The smartest people in an organization are also usually the most adept at sniffing out bullshit, and by virtue of their capability, also are in highest demand on the open market. And while no leader may be intentionally dishonest or disrespectful, many lack the self-awareness to understand that when they fail to be fallible, vulnerable, or transparent, their teams are going to take it as bullshit. 

One of the main reasons I was drawn to design thinking is that projects start from a mutual understanding of “we don’t know.” When everyone is aligned in that, it becomes a lot easier to go forward towards the right solution faster. By contrast, one of the hardest things in corporate culture is sifting through the posturing and signaling that happens by leaders who don’t recognize their circle of competence or aren’t willing to be vulnerable or transparent about what they don’t know

I believe this ties closely to personal security. True self-confidence doesn’t stem from a title on a business card or always having the answer; it comes from within. The truly self-confident leader is comfortable not knowing the answer, and being transparent about it, because she trusts herself to ask the right questions and mobilize the right support to figure it out. And when a leader becomes comfortable in this space, it empowers the entire team she is leading, who aren’t constantly stifled by being “one upped” by their boss. 

Transparency is also important to make your team members feel like valued collaborators. 

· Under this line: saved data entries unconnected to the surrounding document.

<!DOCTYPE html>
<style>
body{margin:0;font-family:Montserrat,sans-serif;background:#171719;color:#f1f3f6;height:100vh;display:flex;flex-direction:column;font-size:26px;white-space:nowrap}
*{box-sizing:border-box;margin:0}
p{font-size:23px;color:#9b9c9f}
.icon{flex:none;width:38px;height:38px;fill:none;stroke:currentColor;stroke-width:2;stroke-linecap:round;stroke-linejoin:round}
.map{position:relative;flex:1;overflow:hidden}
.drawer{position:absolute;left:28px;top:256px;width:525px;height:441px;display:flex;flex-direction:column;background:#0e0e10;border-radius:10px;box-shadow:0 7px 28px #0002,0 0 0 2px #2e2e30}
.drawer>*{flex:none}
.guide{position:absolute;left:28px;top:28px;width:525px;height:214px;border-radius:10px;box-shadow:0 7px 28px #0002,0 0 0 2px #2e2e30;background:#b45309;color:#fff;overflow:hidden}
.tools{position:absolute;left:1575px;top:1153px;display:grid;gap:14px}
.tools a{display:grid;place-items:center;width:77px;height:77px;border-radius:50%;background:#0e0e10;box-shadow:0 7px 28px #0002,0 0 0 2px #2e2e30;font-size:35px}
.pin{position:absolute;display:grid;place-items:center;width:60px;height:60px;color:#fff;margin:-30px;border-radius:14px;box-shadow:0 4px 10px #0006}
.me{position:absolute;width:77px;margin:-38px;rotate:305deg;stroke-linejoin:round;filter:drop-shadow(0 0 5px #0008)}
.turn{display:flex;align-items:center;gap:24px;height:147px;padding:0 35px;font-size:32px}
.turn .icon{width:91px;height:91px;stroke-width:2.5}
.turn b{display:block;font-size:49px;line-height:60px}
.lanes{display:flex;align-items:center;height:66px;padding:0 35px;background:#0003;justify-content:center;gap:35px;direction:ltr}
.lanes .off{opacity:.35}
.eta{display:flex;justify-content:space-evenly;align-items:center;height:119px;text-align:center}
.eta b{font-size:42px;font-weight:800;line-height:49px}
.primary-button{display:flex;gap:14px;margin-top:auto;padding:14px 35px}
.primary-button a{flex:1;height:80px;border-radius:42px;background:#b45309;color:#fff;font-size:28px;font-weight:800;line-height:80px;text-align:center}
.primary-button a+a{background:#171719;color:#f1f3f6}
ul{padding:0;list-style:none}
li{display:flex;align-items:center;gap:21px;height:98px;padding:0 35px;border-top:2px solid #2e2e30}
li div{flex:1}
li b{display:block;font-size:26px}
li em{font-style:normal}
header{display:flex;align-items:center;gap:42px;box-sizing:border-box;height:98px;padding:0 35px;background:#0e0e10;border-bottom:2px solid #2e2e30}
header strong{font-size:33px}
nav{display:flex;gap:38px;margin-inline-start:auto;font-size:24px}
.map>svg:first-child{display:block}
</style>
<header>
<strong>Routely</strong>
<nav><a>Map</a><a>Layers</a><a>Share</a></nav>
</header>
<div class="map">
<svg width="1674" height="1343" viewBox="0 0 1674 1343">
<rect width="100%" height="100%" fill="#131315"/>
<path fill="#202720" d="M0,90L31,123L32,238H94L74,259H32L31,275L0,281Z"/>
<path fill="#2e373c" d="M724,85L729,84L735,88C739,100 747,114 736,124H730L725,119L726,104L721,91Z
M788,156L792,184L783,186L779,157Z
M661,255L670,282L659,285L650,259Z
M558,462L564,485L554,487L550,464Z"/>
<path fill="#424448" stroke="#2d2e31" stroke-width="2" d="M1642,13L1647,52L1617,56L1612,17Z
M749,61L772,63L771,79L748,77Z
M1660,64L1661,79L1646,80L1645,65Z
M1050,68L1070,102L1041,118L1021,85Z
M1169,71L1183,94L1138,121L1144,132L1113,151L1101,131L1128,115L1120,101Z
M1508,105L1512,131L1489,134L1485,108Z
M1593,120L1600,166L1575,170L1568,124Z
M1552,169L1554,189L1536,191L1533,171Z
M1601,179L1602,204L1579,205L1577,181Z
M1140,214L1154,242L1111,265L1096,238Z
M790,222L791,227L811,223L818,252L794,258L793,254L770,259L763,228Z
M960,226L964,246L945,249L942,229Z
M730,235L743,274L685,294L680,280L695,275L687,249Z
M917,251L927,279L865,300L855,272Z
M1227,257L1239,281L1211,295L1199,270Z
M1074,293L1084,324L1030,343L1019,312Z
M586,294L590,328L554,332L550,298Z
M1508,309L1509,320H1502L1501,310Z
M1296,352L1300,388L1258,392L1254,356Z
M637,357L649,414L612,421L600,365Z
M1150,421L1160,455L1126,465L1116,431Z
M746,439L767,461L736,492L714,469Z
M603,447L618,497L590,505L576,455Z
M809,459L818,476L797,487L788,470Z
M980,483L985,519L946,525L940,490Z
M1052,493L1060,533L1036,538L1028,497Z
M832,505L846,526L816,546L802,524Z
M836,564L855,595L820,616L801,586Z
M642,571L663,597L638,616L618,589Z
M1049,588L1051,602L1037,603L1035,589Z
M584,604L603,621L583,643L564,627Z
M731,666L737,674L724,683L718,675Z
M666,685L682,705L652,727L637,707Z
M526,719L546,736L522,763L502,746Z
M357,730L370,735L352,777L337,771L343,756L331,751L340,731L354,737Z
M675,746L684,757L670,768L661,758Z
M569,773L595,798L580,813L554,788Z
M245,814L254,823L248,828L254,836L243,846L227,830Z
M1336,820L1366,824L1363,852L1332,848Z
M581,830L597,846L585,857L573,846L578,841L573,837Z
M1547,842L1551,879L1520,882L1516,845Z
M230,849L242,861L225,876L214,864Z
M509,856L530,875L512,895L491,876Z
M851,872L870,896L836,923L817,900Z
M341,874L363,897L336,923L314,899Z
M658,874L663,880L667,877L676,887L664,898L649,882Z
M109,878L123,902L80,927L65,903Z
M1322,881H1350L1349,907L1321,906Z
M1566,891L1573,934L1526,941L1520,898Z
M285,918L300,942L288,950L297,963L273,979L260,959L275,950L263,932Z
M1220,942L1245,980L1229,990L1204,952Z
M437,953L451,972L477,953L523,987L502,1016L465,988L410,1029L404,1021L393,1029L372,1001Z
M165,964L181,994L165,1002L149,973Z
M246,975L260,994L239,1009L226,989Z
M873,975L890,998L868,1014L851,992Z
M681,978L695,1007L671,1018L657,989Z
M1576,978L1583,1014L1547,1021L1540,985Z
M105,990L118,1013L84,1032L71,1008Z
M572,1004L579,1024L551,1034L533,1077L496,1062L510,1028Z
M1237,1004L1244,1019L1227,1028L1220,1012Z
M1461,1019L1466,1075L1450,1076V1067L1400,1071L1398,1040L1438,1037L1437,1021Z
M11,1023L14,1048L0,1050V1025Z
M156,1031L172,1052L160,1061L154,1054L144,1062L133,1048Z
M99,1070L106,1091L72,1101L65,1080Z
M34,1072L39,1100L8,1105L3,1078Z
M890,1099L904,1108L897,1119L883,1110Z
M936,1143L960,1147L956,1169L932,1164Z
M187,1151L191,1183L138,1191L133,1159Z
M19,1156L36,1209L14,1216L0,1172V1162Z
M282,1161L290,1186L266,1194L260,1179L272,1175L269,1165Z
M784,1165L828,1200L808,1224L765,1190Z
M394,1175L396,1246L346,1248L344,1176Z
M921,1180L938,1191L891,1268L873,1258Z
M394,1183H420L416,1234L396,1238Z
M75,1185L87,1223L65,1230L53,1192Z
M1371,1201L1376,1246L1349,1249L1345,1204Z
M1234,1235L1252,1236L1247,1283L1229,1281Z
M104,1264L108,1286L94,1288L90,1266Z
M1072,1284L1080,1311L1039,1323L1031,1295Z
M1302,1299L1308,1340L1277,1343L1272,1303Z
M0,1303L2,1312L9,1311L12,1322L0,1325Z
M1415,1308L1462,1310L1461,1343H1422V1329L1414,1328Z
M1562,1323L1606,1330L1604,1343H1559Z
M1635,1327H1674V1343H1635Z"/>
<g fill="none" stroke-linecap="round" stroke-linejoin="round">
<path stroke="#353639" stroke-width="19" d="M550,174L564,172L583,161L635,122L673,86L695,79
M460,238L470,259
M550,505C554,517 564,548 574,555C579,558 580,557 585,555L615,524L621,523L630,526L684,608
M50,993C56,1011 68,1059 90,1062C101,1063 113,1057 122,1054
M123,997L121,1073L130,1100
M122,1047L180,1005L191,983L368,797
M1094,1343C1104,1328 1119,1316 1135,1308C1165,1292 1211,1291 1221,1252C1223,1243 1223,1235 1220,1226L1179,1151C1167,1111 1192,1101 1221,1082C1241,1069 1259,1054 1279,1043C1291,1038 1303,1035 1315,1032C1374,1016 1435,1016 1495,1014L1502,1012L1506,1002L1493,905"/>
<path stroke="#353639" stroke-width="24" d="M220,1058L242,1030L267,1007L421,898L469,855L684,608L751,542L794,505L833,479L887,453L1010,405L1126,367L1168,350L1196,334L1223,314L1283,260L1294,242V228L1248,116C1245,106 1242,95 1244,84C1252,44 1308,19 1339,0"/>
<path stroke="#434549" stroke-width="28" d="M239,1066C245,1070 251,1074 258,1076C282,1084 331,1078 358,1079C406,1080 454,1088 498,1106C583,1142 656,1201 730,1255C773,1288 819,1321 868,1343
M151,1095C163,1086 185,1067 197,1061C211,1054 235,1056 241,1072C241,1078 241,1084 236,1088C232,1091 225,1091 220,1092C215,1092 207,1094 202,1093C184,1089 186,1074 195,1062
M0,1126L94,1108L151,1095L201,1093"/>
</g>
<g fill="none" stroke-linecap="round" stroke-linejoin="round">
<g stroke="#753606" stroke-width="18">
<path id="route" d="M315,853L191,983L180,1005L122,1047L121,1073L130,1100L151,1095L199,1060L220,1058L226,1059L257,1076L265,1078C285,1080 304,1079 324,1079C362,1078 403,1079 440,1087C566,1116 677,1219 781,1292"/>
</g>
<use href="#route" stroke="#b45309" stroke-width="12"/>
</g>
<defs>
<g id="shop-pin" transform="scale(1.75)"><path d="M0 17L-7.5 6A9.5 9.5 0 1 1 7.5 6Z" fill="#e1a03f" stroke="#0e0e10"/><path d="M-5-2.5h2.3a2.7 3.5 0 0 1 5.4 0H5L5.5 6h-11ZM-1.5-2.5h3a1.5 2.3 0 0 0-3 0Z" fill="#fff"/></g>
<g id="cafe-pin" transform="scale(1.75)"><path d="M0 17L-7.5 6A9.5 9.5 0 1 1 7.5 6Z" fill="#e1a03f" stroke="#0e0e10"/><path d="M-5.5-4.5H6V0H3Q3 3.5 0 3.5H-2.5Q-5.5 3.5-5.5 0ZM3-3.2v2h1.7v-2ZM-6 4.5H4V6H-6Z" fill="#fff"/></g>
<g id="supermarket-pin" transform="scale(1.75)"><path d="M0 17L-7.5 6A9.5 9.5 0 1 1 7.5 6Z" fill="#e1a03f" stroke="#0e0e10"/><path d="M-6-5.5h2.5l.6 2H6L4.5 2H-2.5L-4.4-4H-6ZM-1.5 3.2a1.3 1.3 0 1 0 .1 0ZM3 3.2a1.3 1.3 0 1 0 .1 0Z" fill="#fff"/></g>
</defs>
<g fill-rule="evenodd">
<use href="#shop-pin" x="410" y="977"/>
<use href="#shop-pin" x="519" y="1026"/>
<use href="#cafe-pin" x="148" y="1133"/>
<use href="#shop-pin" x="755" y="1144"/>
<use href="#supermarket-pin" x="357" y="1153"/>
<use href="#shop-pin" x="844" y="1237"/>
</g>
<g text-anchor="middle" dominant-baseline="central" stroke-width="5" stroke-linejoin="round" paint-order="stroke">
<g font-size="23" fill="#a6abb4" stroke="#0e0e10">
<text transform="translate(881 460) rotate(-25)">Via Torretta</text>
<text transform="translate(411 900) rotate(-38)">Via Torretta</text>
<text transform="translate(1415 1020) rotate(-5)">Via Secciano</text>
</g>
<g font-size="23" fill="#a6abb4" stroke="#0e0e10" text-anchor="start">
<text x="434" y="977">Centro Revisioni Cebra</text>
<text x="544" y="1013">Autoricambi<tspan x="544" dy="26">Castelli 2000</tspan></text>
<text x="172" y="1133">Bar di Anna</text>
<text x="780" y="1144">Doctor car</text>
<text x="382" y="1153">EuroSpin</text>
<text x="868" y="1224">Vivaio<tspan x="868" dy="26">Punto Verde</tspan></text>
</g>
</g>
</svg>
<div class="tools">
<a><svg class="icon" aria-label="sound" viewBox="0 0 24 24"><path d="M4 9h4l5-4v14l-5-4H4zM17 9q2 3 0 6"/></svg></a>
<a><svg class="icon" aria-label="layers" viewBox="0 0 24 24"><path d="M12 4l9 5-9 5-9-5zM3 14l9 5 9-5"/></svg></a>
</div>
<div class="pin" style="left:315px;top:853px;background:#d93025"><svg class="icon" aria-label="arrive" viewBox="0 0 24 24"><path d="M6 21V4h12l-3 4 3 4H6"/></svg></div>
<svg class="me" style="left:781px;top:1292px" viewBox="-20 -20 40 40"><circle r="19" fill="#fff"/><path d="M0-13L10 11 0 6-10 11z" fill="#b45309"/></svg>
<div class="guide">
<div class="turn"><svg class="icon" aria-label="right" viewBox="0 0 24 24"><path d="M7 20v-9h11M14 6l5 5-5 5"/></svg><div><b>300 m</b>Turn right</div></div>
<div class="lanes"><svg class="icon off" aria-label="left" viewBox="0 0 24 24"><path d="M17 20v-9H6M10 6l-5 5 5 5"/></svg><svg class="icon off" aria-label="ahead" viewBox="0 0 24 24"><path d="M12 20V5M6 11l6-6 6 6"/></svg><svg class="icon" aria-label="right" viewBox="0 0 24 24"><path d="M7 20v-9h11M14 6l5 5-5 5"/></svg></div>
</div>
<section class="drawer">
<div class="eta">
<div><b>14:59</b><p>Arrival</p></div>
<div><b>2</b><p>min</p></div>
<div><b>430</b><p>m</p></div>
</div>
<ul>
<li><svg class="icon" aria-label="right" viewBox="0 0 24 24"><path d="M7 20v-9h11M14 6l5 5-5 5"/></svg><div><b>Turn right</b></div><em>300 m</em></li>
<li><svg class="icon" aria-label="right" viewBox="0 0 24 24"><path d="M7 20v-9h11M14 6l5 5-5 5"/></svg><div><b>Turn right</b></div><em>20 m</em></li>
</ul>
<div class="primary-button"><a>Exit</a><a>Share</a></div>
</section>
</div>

I once had a director who would occasionally be unavailable because of meetings to discuss “business issues,” but would not divulge more. Besides the obvious point that any formal work meeting should only be to address a business issue, this type of vague communication generated only fear or apathy amongst team members. There may be some things like performance reviews that are justifiably confidential, but in this case, simply saying “we’re discussing performance calibration” will address the team’s inevitable curiosity. If it’s personal, say it’s personal–no need to give more details than that.

If you want to keep smart people around, you need to engage them with the real issues your business is facing and avoid generic statements that will only make them start piecing together a story in their minds.